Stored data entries
=== Begin Enclosure ===

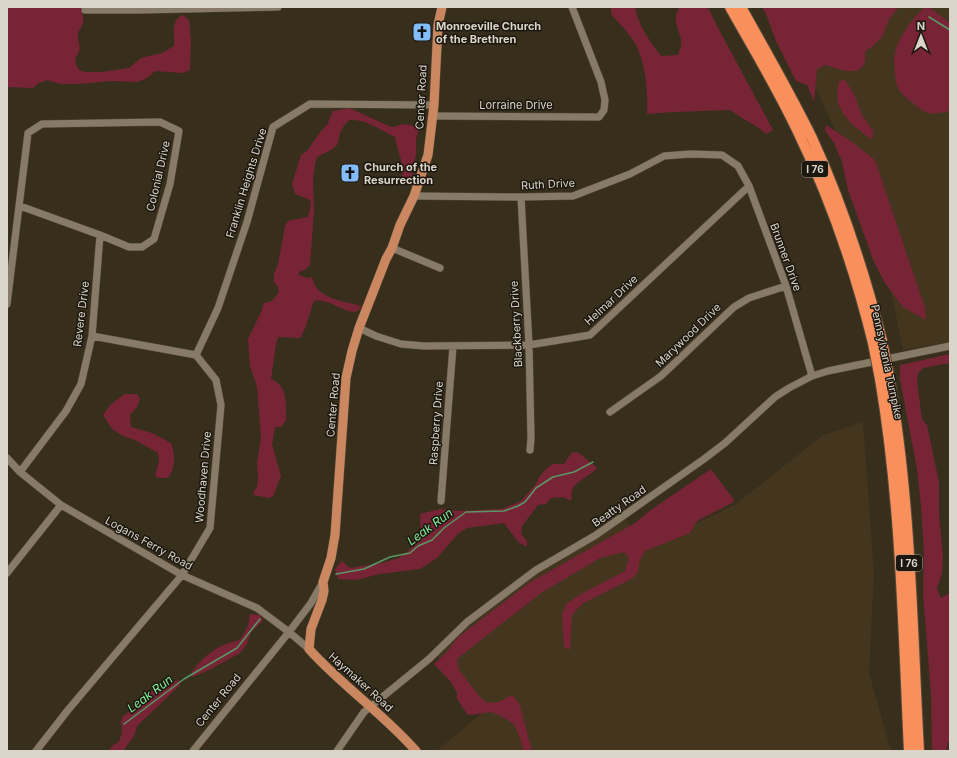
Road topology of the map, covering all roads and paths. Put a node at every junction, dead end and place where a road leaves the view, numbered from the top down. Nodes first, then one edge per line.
1 (278, 7) edge
2 (442, 7) edge
3 (572, 7) edge
4 (730, 7) edge
5 (741, 7) edge
6 (140, 9) edge
7 (85, 10) dead end
8 (434, 104) junction
9 (433, 116) junction
10 (722, 155) joint
11 (749, 186) junction
12 (414, 196) junction
13 (521, 197) junction
14 (20, 206) junction
15 (100, 235) junction
16 (392, 248) junction
17 (440, 268) dead end
18 (786, 286) junction
19 (7, 304) edge
20 (359, 328) junction
21 (92, 336) junction
22 (877, 342) junction
23 (528, 345) junction
24 (453, 346) junction
25 (950, 346) edge
26 (196, 354) junction
27 (812, 376) junction
28 (885, 378) junction
29 (610, 412) dead end
30 (530, 450) dead end
31 (7, 458) edge
32 (20, 472) junction
33 (441, 501) dead end
34 (61, 505) junction
35 (7, 574) edge
36 (182, 575) junction
37 (323, 582) junction
38 (289, 632) junction
39 (309, 650) junction
40 (371, 706) junction
41 (36, 751) edge
42 (193, 751) edge
43 (337, 751) edge
44 (416, 751) edge
45 (909, 751) edge
46 (919, 751) edge

1 - 6 street
2 - 8 main road, Center Road
3 - 9 street, Lorraine Drive
4 - 22 highway, Pennsylvania Turnpike / I 76
5 - 22 highway, Pennsylvania Turnpike / I 76
6 - 7 street
8 - 9 main road, Center Road
8 - 26 street, Franklin Heights Drive
9 - 12 main road, Center Road
10 - 11 street, Brunner Drive
10 - 13 street, Ruth Drive
11 - 18 street, Brunner Drive
11 - 23 street, Helmar Drive
12 - 13 street, Ruth Drive
12 - 16 main road, Center Road
13 - 23 street, Blackberry Drive
14 - 15 street, Colonial Drive
14 - 15 street, Colonial Drive
14 - 19 street, Colonial Drive
15 - 21 street, Revere Drive
16 - 17 street
16 - 20 main road, Center Road
18 - 27 street, Brunner Drive
18 - 29 street, Marywood Drive
20 - 24 street, Helmar Drive
20 - 37 main road, Center Road
21 - 26 street
21 - 32 street, Revere Drive
22 - 28 highway, Pennsylvania Turnpike / I 76, bridge
23 - 24 street, Helmar Drive
23 - 30 street, Blackberry Drive
24 - 33 street, Raspberry Drive
25 - 27 street, Beatty Road
26 - 36 street, Woodhaven Drive
27 - 40 street, Beatty Road
28 - 45 highway, Pennsylvania Turnpike / I 76
28 - 46 highway, Pennsylvania Turnpike / I 76
31 - 32 street, Logans Ferry Road
32 - 34 street, Logans Ferry Road
34 - 35 street
34 - 36 street, Logans Ferry Road
36 - 38 street, Logans Ferry Road
36 - 41 street, Woodhaven Drive
37 - 38 street, Center Road
37 - 39 main road
38 - 39 street, Haymaker Road
38 - 42 street, Center Road
39 - 40 main road, Haymaker Road
40 - 43 street, Beatty Road
40 - 44 main road, Haymaker Road

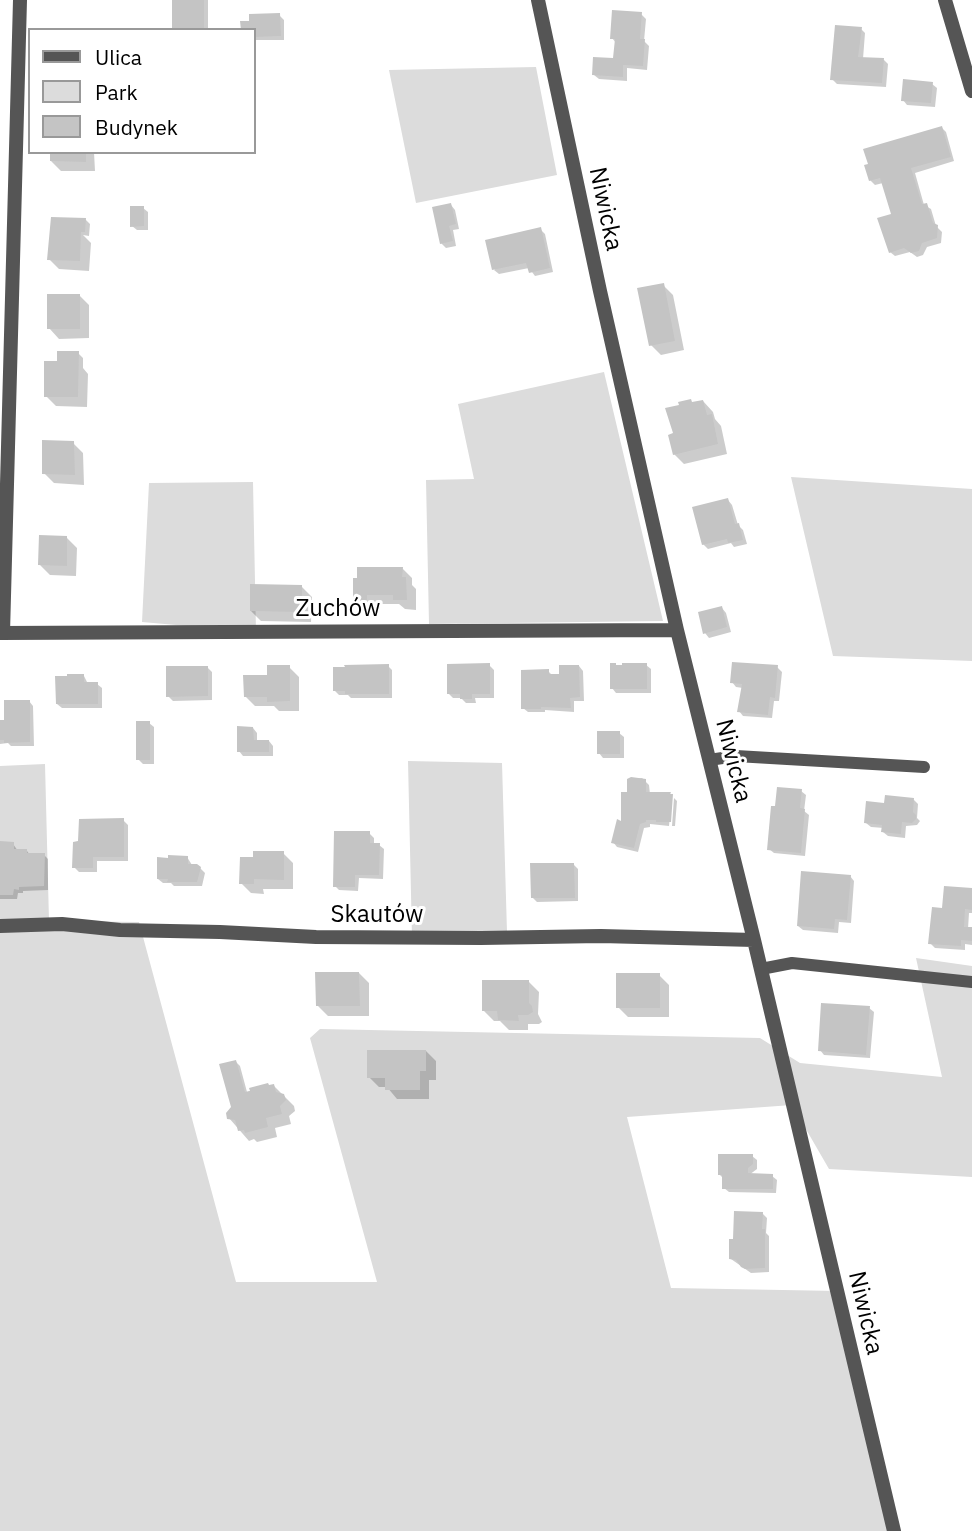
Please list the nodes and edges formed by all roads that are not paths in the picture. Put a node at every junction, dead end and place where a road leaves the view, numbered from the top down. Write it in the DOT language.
graph roads {
  1 [pos="20,0"];
  2 [pos="538,0"];
  3 [pos="945,0"];
  4 [pos="972,91"];
  5 [pos="677,631"];
  6 [pos="2,633"];
  7 [pos="709,760"];
  8 [pos="924,767"];
  9 [pos="0,926"];
  10 [pos="754,940"];
  11 [pos="761,969"];
  12 [pos="972,982"];
  13 [pos="894,1531"];
  1 -- 6 [label="street"];
  2 -- 5 [label="street, Niwicka"];
  3 -- 4 [label="street"];
  5 -- 6 [label="street, Zuchów"];
  5 -- 7 [label="street, Niwicka"];
  7 -- 8 [label="lane"];
  7 -- 10 [label="street, Niwicka"];
  9 -- 10 [label="street, Skautów"];
  10 -- 11 [label="street, Niwicka"];
  11 -- 12 [label="lane"];
  11 -- 13 [label="street, Niwicka"];
}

=== End Enclosure ===

*What to produce*. Every line above needs to be written out again as it stands. Pictures do not belong in the copy.

*Written reply*.
Road topology of the map, covering all roads and paths. Put a node at every junction, dead end and place where a road leaves the view, numbered from the top down. Nodes first, then one edge per line.
1 (278, 7) edge
2 (442, 7) edge
3 (572, 7) edge
4 (730, 7) edge
5 (741, 7) edge
6 (140, 9) edge
7 (85, 10) dead end
8 (434, 104) junction
9 (433, 116) junction
10 (722, 155) joint
11 (749, 186) junction
12 (414, 196) junction
13 (521, 197) junction
14 (20, 206) junction
15 (100, 235) junction
16 (392, 248) junction
17 (440, 268) dead end
18 (786, 286) junction
19 (7, 304) edge
20 (359, 328) junction
21 (92, 336) junction
22 (877, 342) junction
23 (528, 345) junction
24 (453, 346) junction
25 (950, 346) edge
26 (196, 354) junction
27 (812, 376) junction
28 (885, 378) junction
29 (610, 412) dead end
30 (530, 450) dead end
31 (7, 458) edge
32 (20, 472) junction
33 (441, 501) dead end
34 (61, 505) junction
35 (7, 574) edge
36 (182, 575) junction
37 (323, 582) junction
38 (289, 632) junction
39 (309, 650) junction
40 (371, 706) junction
41 (36, 751) edge
42 (193, 751) edge
43 (337, 751) edge
44 (416, 751) edge
45 (909, 751) edge
46 (919, 751) edge

1 - 6 street
2 - 8 main road, Center Road
3 - 9 street, Lorraine Drive
4 - 22 highway, Pennsylvania Turnpike / I 76
5 - 22 highway, Pennsylvania Turnpike / I 76
6 - 7 street
8 - 9 main road, Center Road
8 - 26 street, Franklin Heights Drive
9 - 12 main road, Center Road
10 - 11 street, Brunner Drive
10 - 13 street, Ruth Drive
11 - 18 street, Brunner Drive
11 - 23 street, Helmar Drive
12 - 13 street, Ruth Drive
12 - 16 main road, Center Road
13 - 23 street, Blackberry Drive
14 - 15 street, Colonial Drive
14 - 15 street, Colonial Drive
14 - 19 street, Colonial Drive
15 - 21 street, Revere Drive
16 - 17 street
16 - 20 main road, Center Road
18 - 27 street, Brunner Drive
18 - 29 street, Marywood Drive
20 - 24 street, Helmar Drive
20 - 37 main road, Center Road
21 - 26 street
21 - 32 street, Revere Drive
22 - 28 highway, Pennsylvania Turnpike / I 76, bridge
23 - 24 street, Helmar Drive
23 - 30 street, Blackberry Drive
24 - 33 street, Raspberry Drive
25 - 27 street, Beatty Road
26 - 36 street, Woodhaven Drive
27 - 40 street, Beatty Road
28 - 45 highway, Pennsylvania Turnpike / I 76
28 - 46 highway, Pennsylvania Turnpike / I 76
31 - 32 street, Logans Ferry Road
32 - 34 street, Logans Ferry Road
34 - 35 street
34 - 36 street, Logans Ferry Road
36 - 38 street, Logans Ferry Road
36 - 41 street, Woodhaven Drive
37 - 38 street, Center Road
37 - 39 main road
38 - 39 street, Haymaker Road
38 - 42 street, Center Road
39 - 40 main road, Haymaker Road
40 - 43 street, Beatty Road
40 - 44 main road, Haymaker Road

Please list the nodes and edges formed by all roads that are not paths in the picture. Put a node at every junction, dead end and place where a road leaves the view, numbered from the top down. Write it in the DOT language.
graph roads {
  1 [pos="20,0"];
  2 [pos="538,0"];
  3 [pos="945,0"];
  4 [pos="972,91"];
  5 [pos="677,631"];
  6 [pos="2,633"];
  7 [pos="709,760"];
  8 [pos="924,767"];
  9 [pos="0,926"];
  10 [pos="754,940"];
  11 [pos="761,969"];
  12 [pos="972,982"];
  13 [pos="894,1531"];
  1 -- 6 [label="street"];
  2 -- 5 [label="street, Niwicka"];
  3 -- 4 [label="street"];
  5 -- 6 [label="street, Zuchów"];
  5 -- 7 [label="street, Niwicka"];
  7 -- 8 [label="lane"];
  7 -- 10 [label="street, Niwicka"];
  9 -- 10 [label="street, Skautów"];
  10 -- 11 [label="street, Niwicka"];
  11 -- 12 [label="lane"];
  11 -- 13 [label="street, Niwicka"];
}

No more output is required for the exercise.